#### EXERCISE DESCRIPTION
Leaving every picture out, repeat all of the entries below exactly.

━━━━━━━━━━

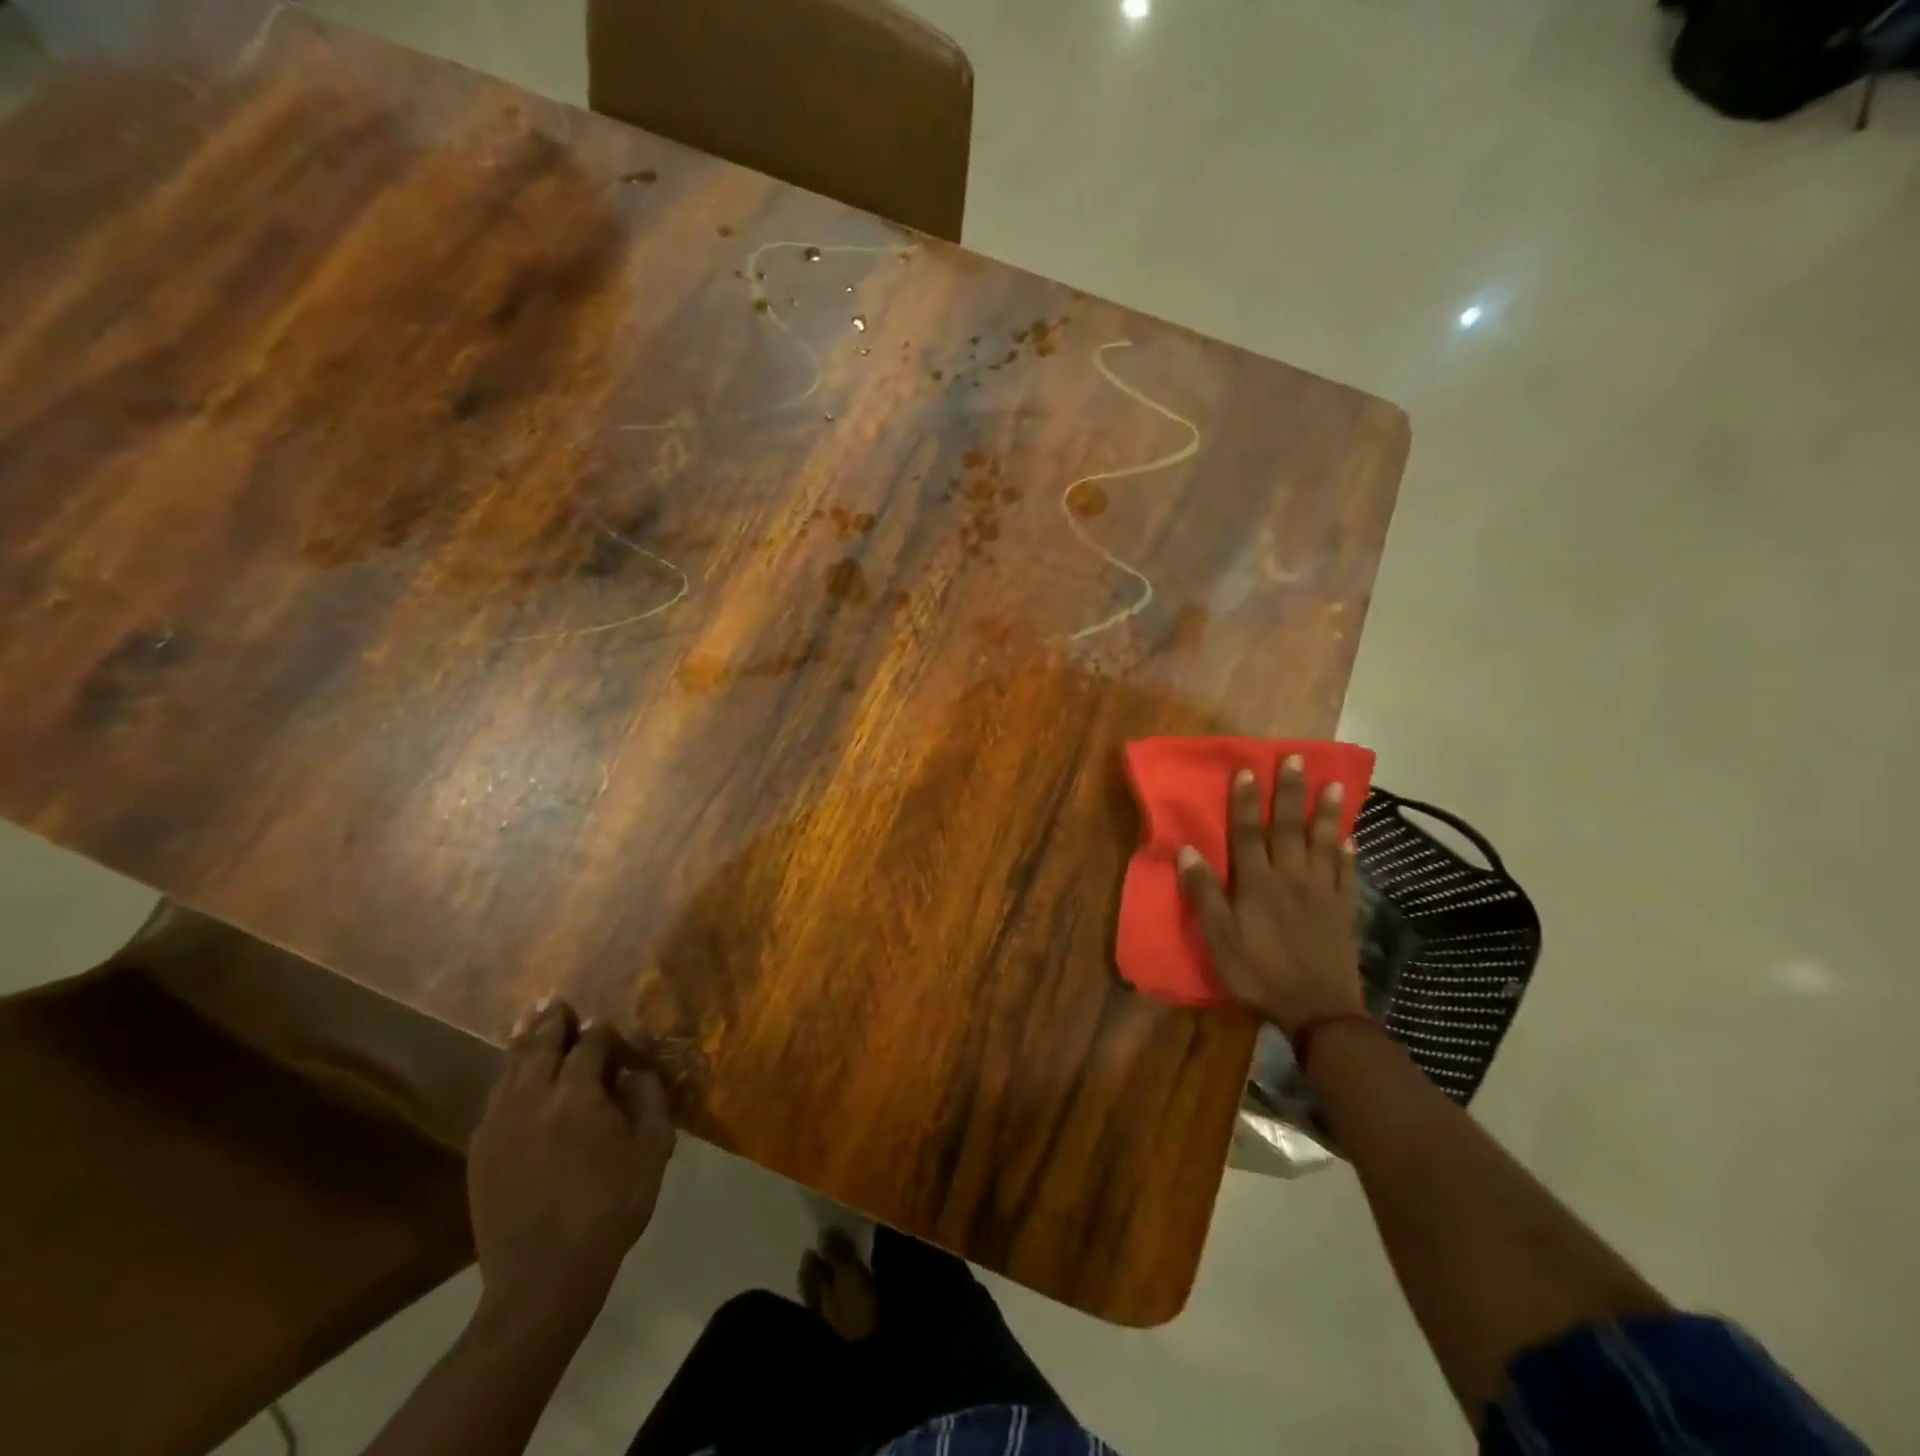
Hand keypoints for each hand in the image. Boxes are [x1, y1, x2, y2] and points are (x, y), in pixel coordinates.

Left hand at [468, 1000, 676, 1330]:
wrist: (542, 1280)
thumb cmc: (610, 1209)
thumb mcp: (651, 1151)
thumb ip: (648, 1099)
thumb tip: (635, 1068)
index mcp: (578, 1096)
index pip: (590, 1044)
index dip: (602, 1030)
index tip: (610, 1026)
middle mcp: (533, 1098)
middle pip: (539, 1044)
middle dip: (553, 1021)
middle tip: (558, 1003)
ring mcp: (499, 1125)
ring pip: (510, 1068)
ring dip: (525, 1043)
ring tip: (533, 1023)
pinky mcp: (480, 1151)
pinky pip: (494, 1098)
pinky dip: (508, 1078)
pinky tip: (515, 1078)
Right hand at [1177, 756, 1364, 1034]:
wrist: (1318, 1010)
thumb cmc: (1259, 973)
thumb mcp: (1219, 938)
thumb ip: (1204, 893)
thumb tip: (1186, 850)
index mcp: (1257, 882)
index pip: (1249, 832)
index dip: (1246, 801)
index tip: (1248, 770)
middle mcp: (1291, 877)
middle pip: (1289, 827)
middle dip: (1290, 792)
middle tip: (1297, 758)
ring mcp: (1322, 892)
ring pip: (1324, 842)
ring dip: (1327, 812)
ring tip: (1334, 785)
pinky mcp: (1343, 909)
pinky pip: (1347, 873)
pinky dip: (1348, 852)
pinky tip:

━━━━━━━━━━

#### WRITTEN RESPONSE
Hand keypoints for each hand in the image. Boxes are [x1, y1, x2, y2] and points are (x, y), in pixel coordinates.

Left hand at [468, 1000, 676, 1330]:
wrist: (542, 1280)
thumb cmc: (610, 1209)
thumb mcp: (651, 1151)
thumb ip: (648, 1099)
thumb tip: (635, 1068)
index mcp: (578, 1096)
index pip: (590, 1044)
index dip: (602, 1030)
index tip: (610, 1026)
middle mcp: (533, 1098)
middle pip: (539, 1044)
middle dip: (553, 1021)
middle tip: (558, 1003)
ring mcp: (499, 1125)
ring pip: (510, 1068)
ring dip: (525, 1043)
ring tip: (533, 1023)
pinky mcp: (480, 1151)
pinky pip: (494, 1098)
pinky dip: (508, 1078)
pinky tip: (515, 1078)
Right hand at [1177, 756, 1364, 1034]:
wrist: (1318, 1010)
thumb cmc: (1259, 973)
thumb mcp: (1219, 938)
thumb ip: (1204, 893)
thumb tip: (1186, 850)
index mcp: (1257, 882)
index pip: (1249, 832)
index dip: (1246, 801)
index tip: (1248, 770)
middle mcp: (1291, 877)
middle pip: (1289, 827)
middle dip: (1290, 792)
middle tip: (1297, 758)
ring mcp: (1322, 892)
ring pip: (1324, 842)
ring dip: (1327, 812)
ring tip: (1334, 785)
pinky mcp: (1343, 909)
pinky pip: (1347, 873)
pinky dip: (1348, 852)
pinky tip:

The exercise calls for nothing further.